Collected data:
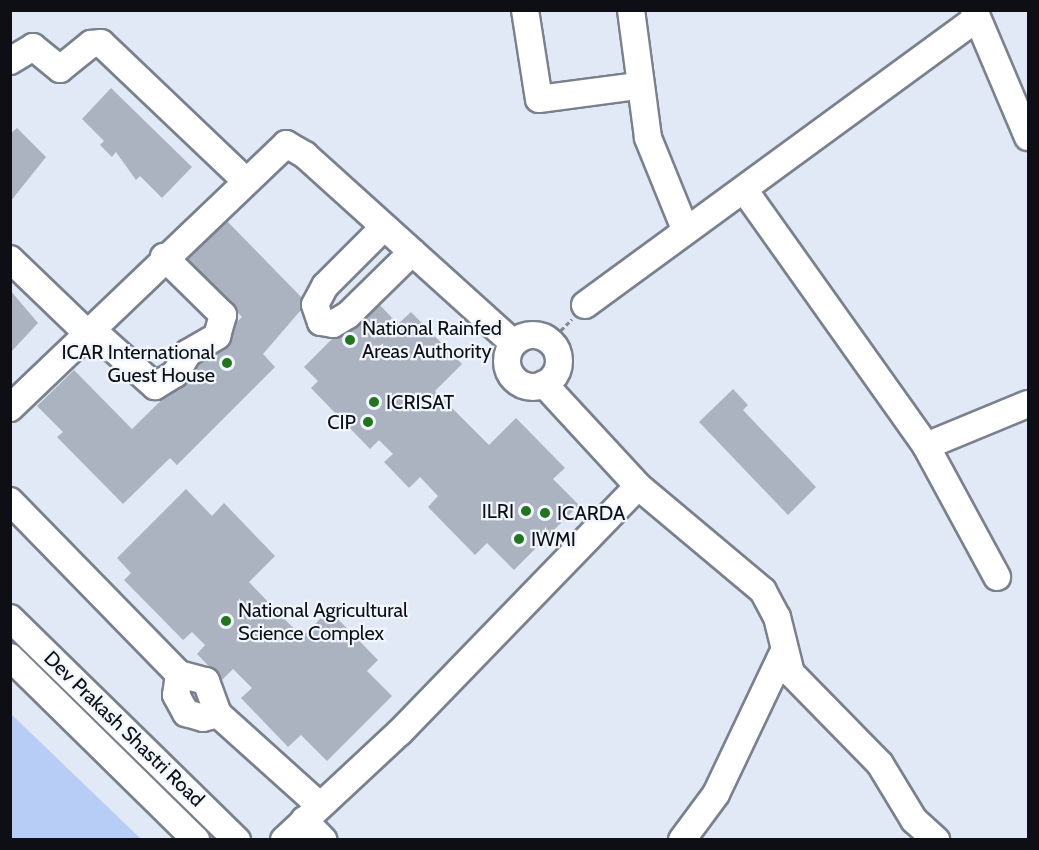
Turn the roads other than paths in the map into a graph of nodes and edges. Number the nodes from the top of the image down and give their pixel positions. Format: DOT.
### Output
graph roads {
  1 [pos="525,10"];
  2 [pos="631,10"];
  3 [pos="976,14"];
  4 [pos="10,61"];
  5 [pos="638,86"];
  6 [pos="1029,137"];
  7 [pos="244,179"];
  8 [pos="745,191"];
  9 [pos="384,227"];
  10 [pos="684,229"];
  11 [pos="412,252"];
  12 [pos="164,257"];
  13 [pos="10,259"];
  14 [pos="585,305"];
  15 [pos="89,331"];
  16 [pos="513,343"];
  17 [pos="544,384"];
  18 [pos="12,404"];
  19 [pos="1029,404"];
  20 [pos="926,446"];
  21 [pos="638,486"];
  22 [pos="10,501"];
  23 [pos="997,577"];
  24 [pos="10,618"];
  25 [pos="782,655"];
  26 [pos="10,657"];
  27 [pos="312,813"];
  28 [pos="196,840"];
  29 [pos="237,840"];
  30 [pos="284,840"];
  31 [pos="323,840"];
  32 [pos="682,840"];
  33 [pos="936,840"];
  1 -- 5 [label="street"];
  2 -- 5 [label="street"];
  3 -- 6 [label="street"];
  3 -- 8 [label="street"];
  4 -- 7 [label="street"];
  5 -- 10 [label="street"];
  7 -- 9 [label="street"];
  7 -- 12 [label="street"];
  8 -- 10 [label="street"];
  8 -- 20 [label="street"];
  9 -- 11 [label="street"];
  9 -- 11 [label="street"];
  10 -- 14 [label="street"];
  11 -- 16 [label="street"];
  12 -- 15 [label="street"];
  12 -- 15 [label="street"];
  13 -- 15 [label="street"];
  15 -- 18 [label="street"];
  16 -- 17 [label="street"];
  16 -- 17 [label="street"];
  17 -- 21 [label="street"];
  19 -- 20 [label="street"];
  20 -- 23 [label="street"];
  21 -- 25 [label="street"];
  21 -- 27 [label="street"];
  22 -- 27 [label="street"];
  24 -- 29 [label="street, Dev Prakash Shastri Road"];
  25 -- 32 [label="street"];
  25 -- 33 [label="street"];
  26 -- 28 [label="street, Dev Prakash Shastri Road"];
  27 -- 30 [label="street"];
  27 -- 31 [label="street"];
}
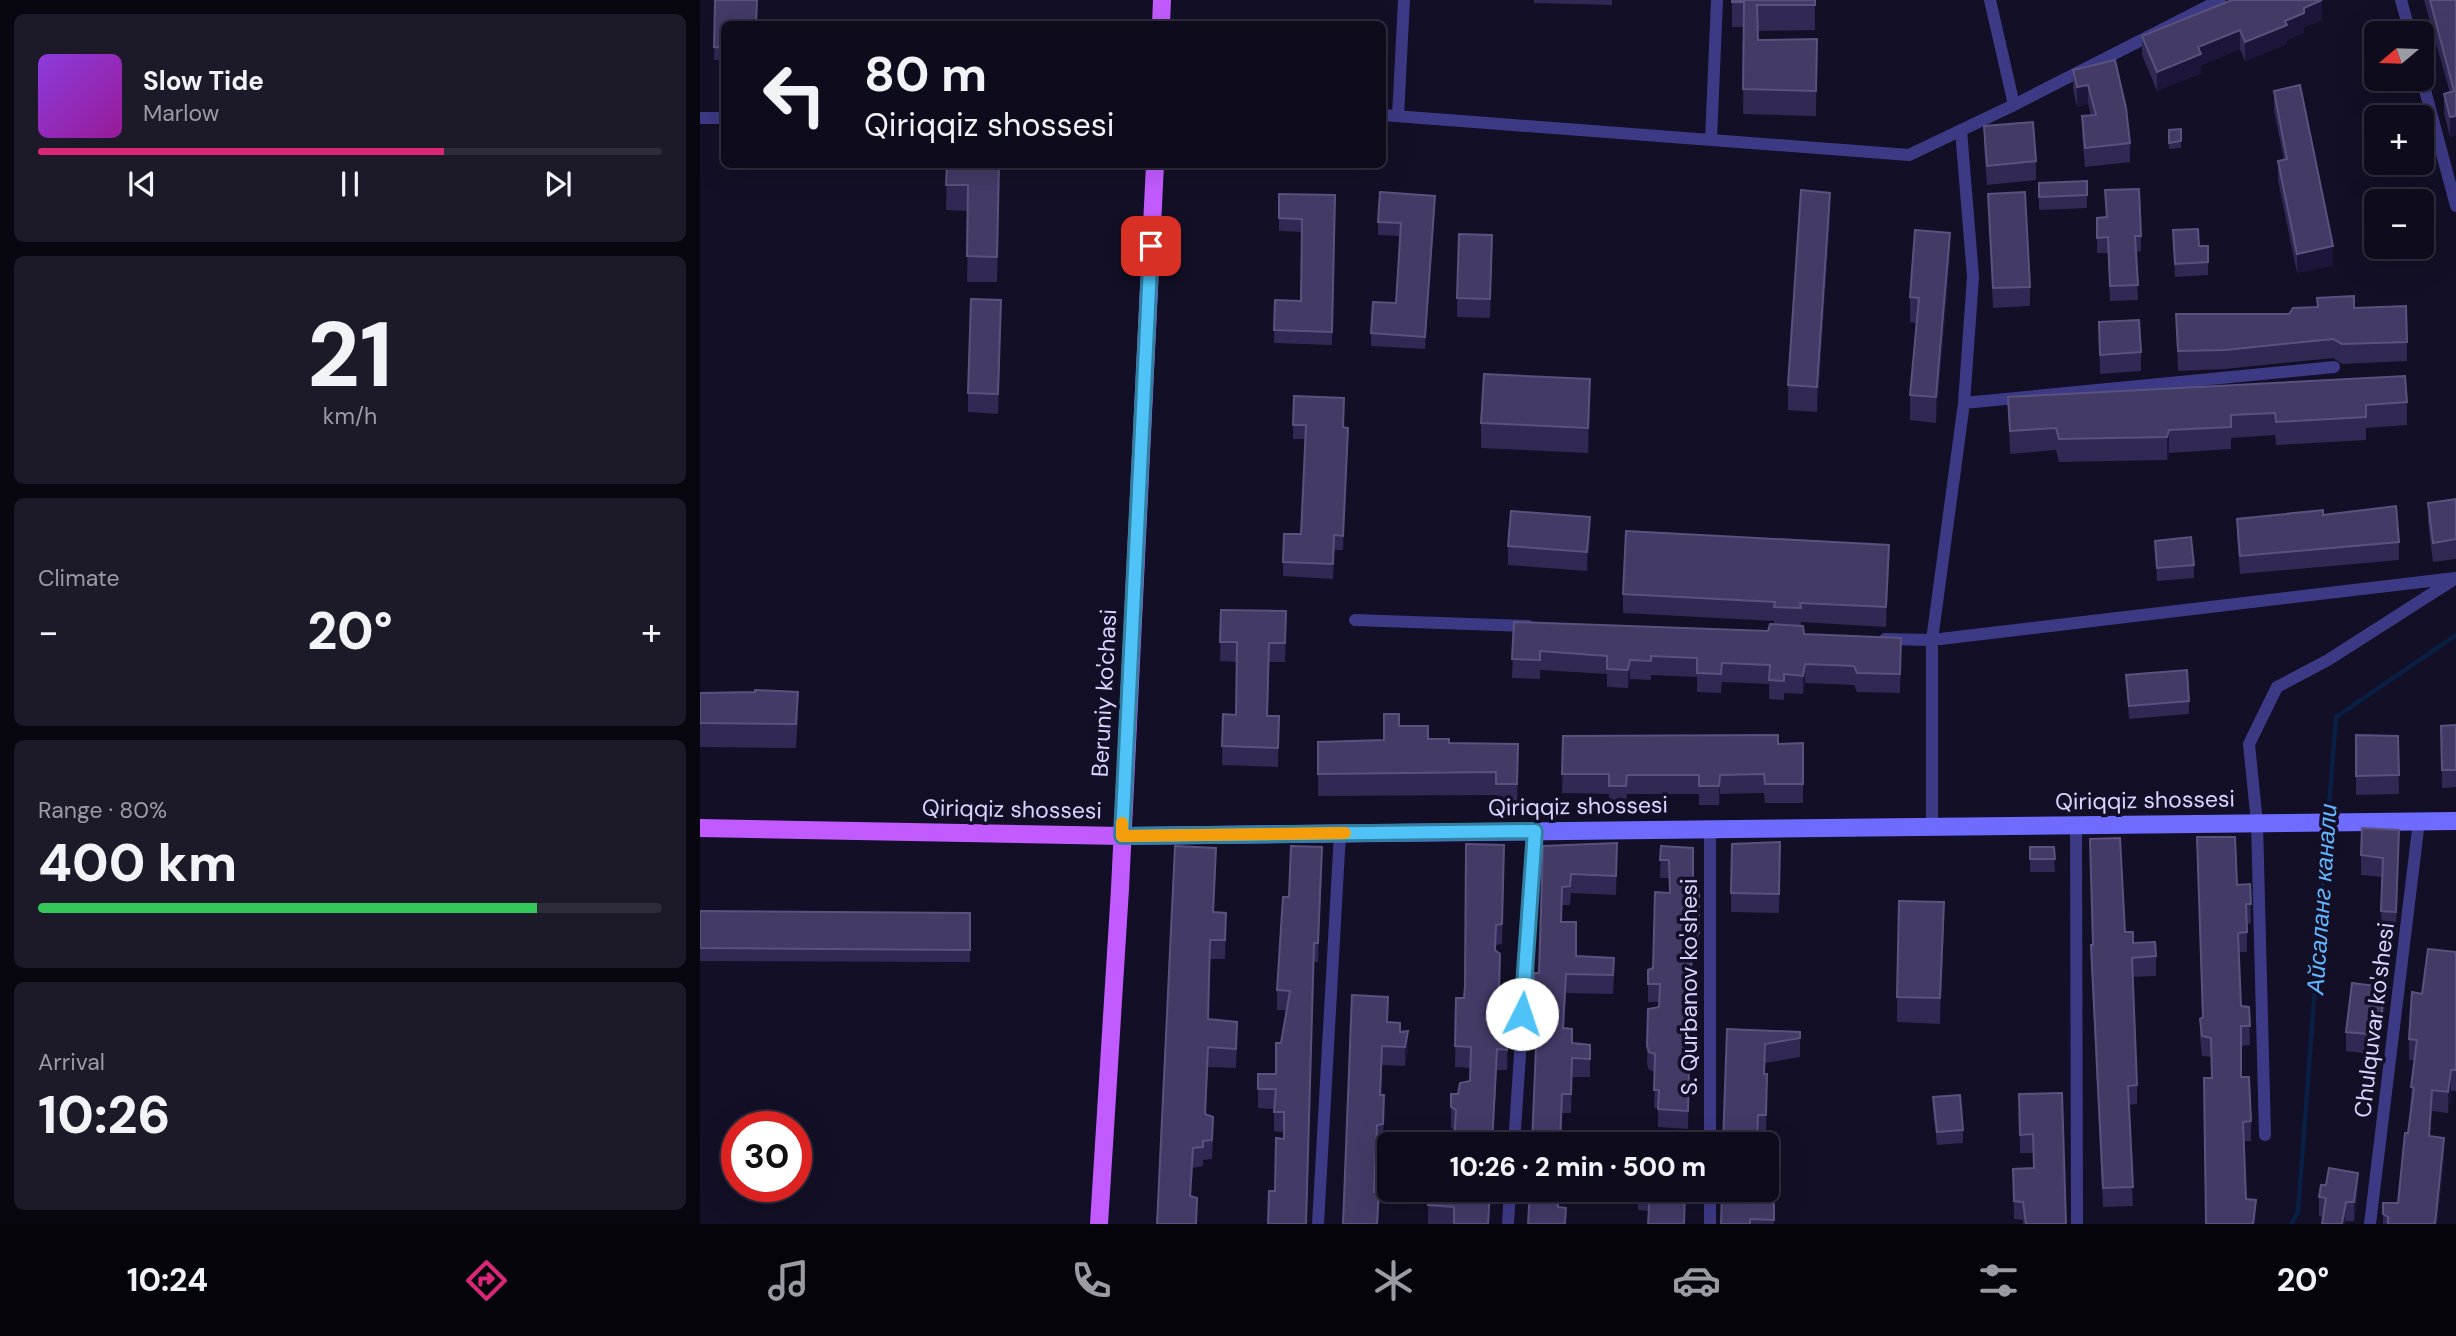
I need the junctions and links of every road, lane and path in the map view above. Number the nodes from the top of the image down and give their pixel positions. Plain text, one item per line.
1 (1162, 0) edge
2 (1404, 0) edge
3 (1717, 0) edge
4 (1990, 0) edge
5 (2220, 0) edge
6 (2401, 0) edge
7 (1161, 21) edge
8 (2407, 21) edge
9 (2425, 91) edge
10 (2014, 105) junction
11 (1386, 115) edge
12 (1398, 116) junction
13 (700, 118) edge
14 (721, 118) edge
15 (1961, 130) junction
16 (1711, 139) junction
17 (1155, 168) edge
18 (2456, 206) edge
19 (2334, 367) dead end
20 (1965, 403) junction
21 (2456, 578) edge
22 (1355, 620) dead end
23 (1548, 627) edge
24 (1877, 639) edge
25 (1932, 640) junction
26 (2419, 821) junction
27 (2456, 821) edge
28 (2257, 823) junction
29 (2076, 825) junction
30 (1932, 827) junction
31 (700, 828) edge
32 (1710, 829) junction
33 (1535, 831) junction
34 (1340, 834) junction
35 (1122, 836) junction
36 (1515, 1132) edge
37 (1710, 1132) edge
38 (2265, 1135) dead end
39 (1509, 1202) edge
40 (1710, 1202) edge
41 (1099, 1224) edge
42 (1318, 1224) edge
43 (1508, 1224) edge
44 (1710, 1224) edge
45 (2077, 1224) edge
46 (2370, 1224) edge

1 - 7 main road
2 - 12 street
3 - 16 street
4 - 10 street
5 - 10 street
6 - 8 street
9 - 18 street
10 - 15 street
11 - 12 street
12 - 16 street
13 - 14 street
15 - 16 street
15 - 20 street
17 - 35 main road, Beruniy ko'chasi
19 - 20 street
20 - 25 street
21 - 25 street
21 - 28 street
22 - 23 street
24 - 25 street
25 - 30 street
26 - 27 main road, Qiriqqiz shossesi
26 - 28 main road, Qiriqqiz shossesi
26 - 46 street, Chulquvar ko'shesi
28 - 29 main road, Qiriqqiz shossesi
28 - 38 street
29 - 30 main road, Qiriqqiz shossesi
29 - 45 street
30 - 32 main road, Qiriqqiz shossesi
31 - 35 main road, Qiriqqiz shossesi
32 - 33 main road, Qiriqqiz shossesi
32 - 37 street, S. Qurbanov ko'shesi
33 - 34 main road, Qiriqqiz shossesi
33 - 36 street
34 - 35 main road, Qiriqqiz shossesi
34 - 42 street
35 - 41 main road, Beruniy ko'chasi
39 - 43 street
40 - 44 street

What to do>
Without the pictures, set down every entry exactly.

Response>
Turn the roads other than paths in the map into a graph of nodes and edges. Number the nodes from the top of the image down and give their pixel positions. Format: DOT.
### Output
graph roads {
  1 [pos="525,10"];
  2 [pos="631,10"];
  3 [pos="976,14"];
  4 [pos="10,61"];
  5 [pos="638,86"];
  6 [pos="1029,137"];
  7 [pos="244,179"];
  8 [pos="745,191"];
  9 [pos="384,227"];
  10 [pos="684,229"];
  11 [pos="412,252"];
  12 [pos="164,257"];
  13 [pos="10,259"];
  14 [pos="585,305"];
  15 [pos="89,331"];
  16 [pos="513,343"];
  17 [pos="544,384"];
  18 [pos="12,404"];
  19 [pos="1029,404"];
  20 [pos="926,446"];
  21 [pos="638,486"];
  22 [pos="10,501"];
  23 [pos="997,577"];
  24 [pos="10,618"];
  25 [pos="782,655"];
  26 [pos="10,657"];
  27 [pos="312,813"];
  28 [pos="196,840"];
  29 [pos="237,840"];
  30 [pos="284,840"];
  31 [pos="323,840"];
  32 [pos="682,840"];
  33 [pos="936,840"];
  1 -- 5 [label="street"];
  2 -- 5 [label="street"];
  3 -- 6 [label="street"];
  3 -- 8 [label="street"];
  4 -- 7 [label="street"];
  5 -- 10 [label="street"];
  7 -- 9 [label="street"];
  7 -- 12 [label="street"];
  8 -- 10 [label="street"];
  8 -- 20 [label="street"];
  9 -- 11 [label="street"];
  9 -- 11 [label="street"];
  10 -- 14 [label="street"];
  11 -- 16 [label="street"];
  12 -- 15 [label="street"];
  12 -- 15 [label="street"];
  13 -- 15 [label="street"];
  15 -- 18 [label="street"];
  16 -- 17 [label="street"];
  16 -- 17 [label="street"];
  17 -- 21 [label="street"];
  19 -- 20 [label="street"];
  20 -- 23 [label="street"];
  21 -- 25 [label="street"];
  21 -- 27 [label="street"];
  22 -- 27 [label="street"];
  24 -- 29 [label="street, Dev Prakash Shastri Road"];
  25 -- 32 [label="street"];
  25 -- 33 [label="street"];
  26 -- 28 [label="street, Dev Prakash Shastri Road"];
  27 -- 30 [label="street"];
  27 -- 31 [label="street"];
}
I need the junctions and links of every road, lane and path in the map view above. Number the nodes from the top of the image down and give their pixel positions. Plain text, one item per line.
1 (1162, 0) edge
2 (1404, 0) edge
3 (1717, 0) edge
4 (1990, 0) edge
5 (2220, 0) edge
6 (2401, 0) edge
7 (1161, 21) edge
8 (2407, 21) edge
9 (2425, 91) edge
10 (2014, 105) junction
11 (1386, 115) edge
12 (1398, 116) junction
13 (700, 118) edge
14 (721, 118) edge
15 (1961, 130) junction
16 (1711, 139) junction
17 (1155, 168) edge
18 (2456, 206) edge
19 (2334, 367) dead end
20 (1965, 403) junction
21 (2456, 578) edge
22 (1355, 620) dead end
23 (1548, 627) edge
24 (1877, 639) edge
25 (1932, 640) junction
26 (2419, 821) junction
27 (2456, 821) edge
28 (2257, 823) junction
29 (2076, 825) junction
30 (1932, 827) junction
31 (700, 828) edge
32 (1710, 829) junction
33 (1535, 831) junction
34 (1340, 834) junction
35 (1122, 836) junction
36 (1515, 1132) edge
37 (1710, 1132) edge
38 (2265, 1135) dead end
39 (1509, 1202) edge
40 (1710, 1202) edge
41 (1099, 1224) edge
42 (1318, 1224) edge
43 (1508, 1224) edge
44 (1710, 1224) edge
45 (2077, 1224) edge
46 (2370, 1224) edge

1 - 7 main road
2 - 12 street
3 - 16 street
4 - 10 street
5 - 10 street
6 - 8 street
9 - 18 street
10 - 15 street
11 - 12 street
12 - 16 street
13 - 14 street
15 - 16 street
15 - 20 street
17 - 35 main road, Beruniy ko'chasi
19 - 20 street
20 - 25 street
21 - 25 street
21 - 28 street
22 - 23 street
24 - 25 street
25 - 30 street
26 - 27 main road, Qiriqqiz shossesi
26 - 28 main road, Qiriqqiz shossesi
26 - 46 street, Chulquvar ko'shesi
28 - 29 main road, Qiriqqiz shossesi
28 - 38 street
29 - 30 main road, Qiriqqiz shossesi
29 - 45 street
30 - 32 main road, Qiriqqiz shossesi
31 - 35 main road, Qiriqqiz shossesi
32 - 33 main road, Qiriqqiz shossesi
32 - 37 street, S. Qurbanov ko'shesi
33 - 34 main road, Qiriqqiz shossesi
33 - 36 street
34 - 35 main road, Qiriqqiz shossesi
34 - 42 street
35 - 41 main road, Beruniy ko'chasi
39 - 43 street
40 - 44 street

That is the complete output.